De South Armagh Brigade van de Provisional Irish Republican Army (IRA) was een brigade van IRA die tijdens The Troubles actief was in het zuiden van County Armagh.
De South Armagh Brigade was tussen 1970 en 1997 verantwoordelijk voor een aantal van de dodelijkste aanslagen op het Britse leger tijdens The Troubles. De brigade was onder andere verantwoordelijk voor de Hinderlaag bij Warrenpoint, de dodelijkste aanval op het Britse leger tijdens The Troubles, en voor de aanval op een basis van de Royal Ulster Constabulary met een mortier in 1985, waarbij negen RUC politieagenten om het leven kwamen. Dit was de dodelijkste aanval op de RUC in haar geschiedenis.

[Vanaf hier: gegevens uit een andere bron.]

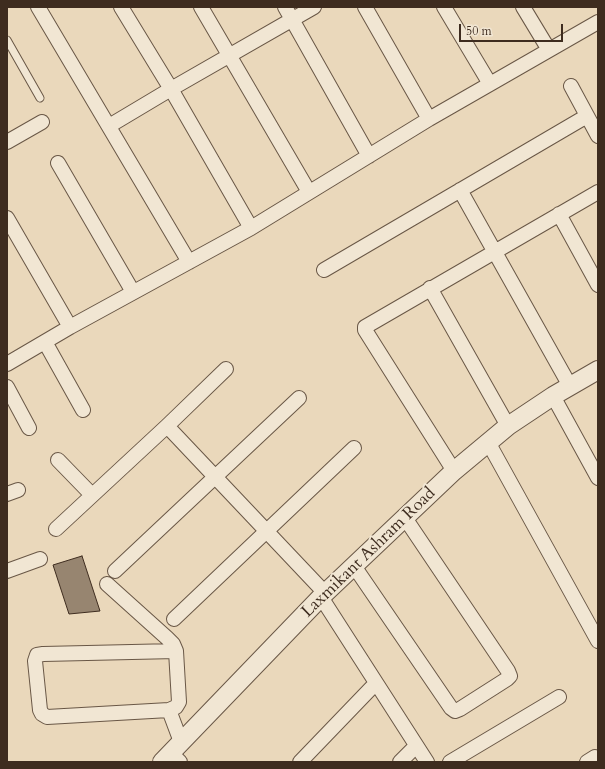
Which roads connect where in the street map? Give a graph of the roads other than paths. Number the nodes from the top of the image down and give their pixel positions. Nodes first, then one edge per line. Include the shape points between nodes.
1 (38, 7) edge
2 (121, 7) edge
3 (201, 7) edge
4 (285, 7) edge
5 (314, 7) edge
6 (365, 7) edge
7 (444, 7) edge
8 (523, 7) edge
9 (292, 20) junction
10 (598, 22) edge
11 (7, 40) edge
12 (549, 50) junction
13 (229, 55) junction
14 (490, 84) junction
15 (571, 86) dead end
16 (171, 89) junction
17 (40, 98) dead end
18 (587, 116) junction
19 (429, 119) junction
20 (42, 122) dead end
21 (109, 126) junction
22 (598, 136) edge
23 (7, 142) edge
24 (369, 156) junction
25 (58, 163) dead end
26 (460, 190) junction
27 (309, 192) junction
28 (598, 192) edge
29 (559, 214) junction
30 (7, 218) edge
31 (250, 228) junction
32 (494, 252) junction
33 (189, 262) junction
34 (324, 270) dead end
35 (598, 285) edge
36 (430, 288) junction
37 (133, 292) junction
38 (70, 327) junction
39 (45, 342) junction
40 (8, 360) edge
41 (226, 369) dead end
42 (598, 370) edge
43 (570, 386) junction
44 (7, 387) edge
45 (554, 396) junction
46 (299, 398) dead end
47 (83, 410) dead end
48 (167, 426) junction
49 (508, 426) junction
50 (29, 428) dead end
51 (488, 442) junction
52 (354, 448) dead end
53 (58, 460) dead end
54 (454, 471) junction
55 (215, 476) junction
56 (598, 478) edge
57 (92, 495) junction
58 (405, 518) junction
59 (56, 529) dead end
60 (266, 531) junction
61 (40, 560) dead end
62 (354, 566) junction
63 (7, 571) edge
64 (115, 571) dead end
65 (107, 584) dead end
66 (324, 596) junction
67 (174, 618) dead end
68 (598, 642) edge
69 (176, 651) junction
70 (376, 683) junction
71 (559, 697) dead end
72 (169, 710) junction
73 (416, 746) junction
74 (173, 755) edge
75 (300, 762) edge
76 (400, 762) edge
77 (427, 762) edge
78 (450, 762) edge

1 - 21 street
2 - 16 street
3 - 13 street
4 - 9 street
5 - 9 street
6 - 19 street
7 - 14 street
8 - 12 street
9 - 13 street
9 - 24 street
10 - 12 street
11 - 17 lane
12 - 14 street
13 - 16 street
13 - 27 street
14 - 19 street
15 - 18 street
16 - 21 street
16 - 31 street
18 - 22 street
18 - 26 street
19 - 24 street
20 - 23 street
21 - 33 street
24 - 27 street
25 - 37 street
26 - 32 street
26 - 34 street
27 - 31 street
28 - 29 street
29 - 32 street
29 - 35 street
30 - 38 street
31 - 33 street
32 - 36 street
32 - 43 street
33 - 37 street
36 - 49 street
36 - 54 street via 367,324 365,330
37 - 38 street
38 - 39 street
39 - 40 street
39 - 47 street
41 - 48 street
42 - 43 street, Laxmikant Ashram Road
43 - 45 street, Laxmikant Ashram Road
44 - 50 street
45 - 49 street, Laxmikant Ashram Road
45 - 56 street
46 - 55 street
48 - 55 street
48 - 57 street
49 - 51 street, Laxmikant Ashram Road
51 - 54 street, Laxmikant Ashram Road
51 - 68 street
52 - 60 street
53 - 57 street
54 - 58 street, Laxmikant Ashram Road
55 - 60 street
55 - 64 street
57 - 59 street
58 - 62 street, Laxmikant Ashram Road
58 - 62 street via 508,671 510,676 507,679 460,709 452,708
60 - 66 street
60 - 67 street
61 - 63 street
62 - 66 street, Laxmikant Ashram Road
65 - 69 street via 167,638
66 - 70 street
66 - 74 street, Laxmikant Ashram Road
69 - 72 street via 179,702 176,707
69 - 72 street via 43,654 37,655 35,660 40,710 48,717
70 - 73 street
70 - 75 street
71 - 78 street
72 - 74 street
73 - 76 street
73 - 77 street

Voor het financieren van de activiteiten van de South Armagh Brigade en de IRA in z'n geheel, begon de South Armagh Brigade tijdens The Troubles met het smokkelen van goederen over de grens tussen Ierland en Noord-Ierland. In de jaren 80 smokkelde de South Armagh Brigade onder andere waspoeder over de grens, dat door de 'luxury tax' van de Ierse regering veel goedkoper was in Noord-Ierland. Daarnaast verdiende de Brigade veel geld met het verkopen van washed diesel; diesel voor landbouwmachines of huisbrandolie die wordt 'gewassen' om deze geschikt te maken voor persoonsvoertuigen.
Na het Goede Vrijdagakkoord zijn de smokkelactiviteiten doorgegaan door (oud-)leden van de South Armagh Brigade. Het smokkelnetwerk werd onder andere uitgebreid naar Engeland, en breidde zich ook uit naar de smokkel van mensen.[1]
De IRA maakte tijdens The Troubles regelmatig gebruik van scherpschutters. Zo ook de South Armagh Brigade, die tussen 1990 en 1997 in verschillende delen van South Armagh met twee scherpschuttersteams actief was. Naast de vier belangrijkste leden kon zo'n team bestaan uit zo'n twintig personen, die de omgeving verkenden en de bewegingen van het Britse leger in de gaten hielden.
Ondanks het feit dat er meerdere teams actief waren, werd er vaak in enkelvoud naar de scherpschutters gerefereerd, die bekend kwamen te staan als de South Armagh Sniper. Een driehoekig verkeersbord met daarop het silhouet van een militair met daaronder de tekst Sniper at work werd een iconisch beeld voor de republikeinen. Sinds het Goedevrijdagakkoord zijn de woorden 'at work' bedekt met de tekst 'on hold' en 'job seeking'.
Tussen 1992 en 1997 overleden in totaal zeven Britse militairen en twee politieagenten van de RUC door het gebruik van scherpschutters door de South Armagh Brigade.[2] Op 12 februari 1997 werd Lance Bombardier Stephen Restorick door een scherpschutter van South Armagh Brigade gedood, waarmee hij de laatste Britse soldaat was die overleed door vijandelijk vuur tijdens the Troubles.
De SAS wisten twee maanden na de dood van Restorick één van de scherpschuttersteams op te pakken. De vier IRA leden, James McArdle, Michael Caraher, Bernard McGinn en Martin Mines werden opgepakt in een boerderij in County Armagh, en een Barrett M90 geweer werd in beslag genomen. Minder dan twee jaar later werden ze als onderdeel van het Goede Vrijdagakkoord vrijgelaten.[3]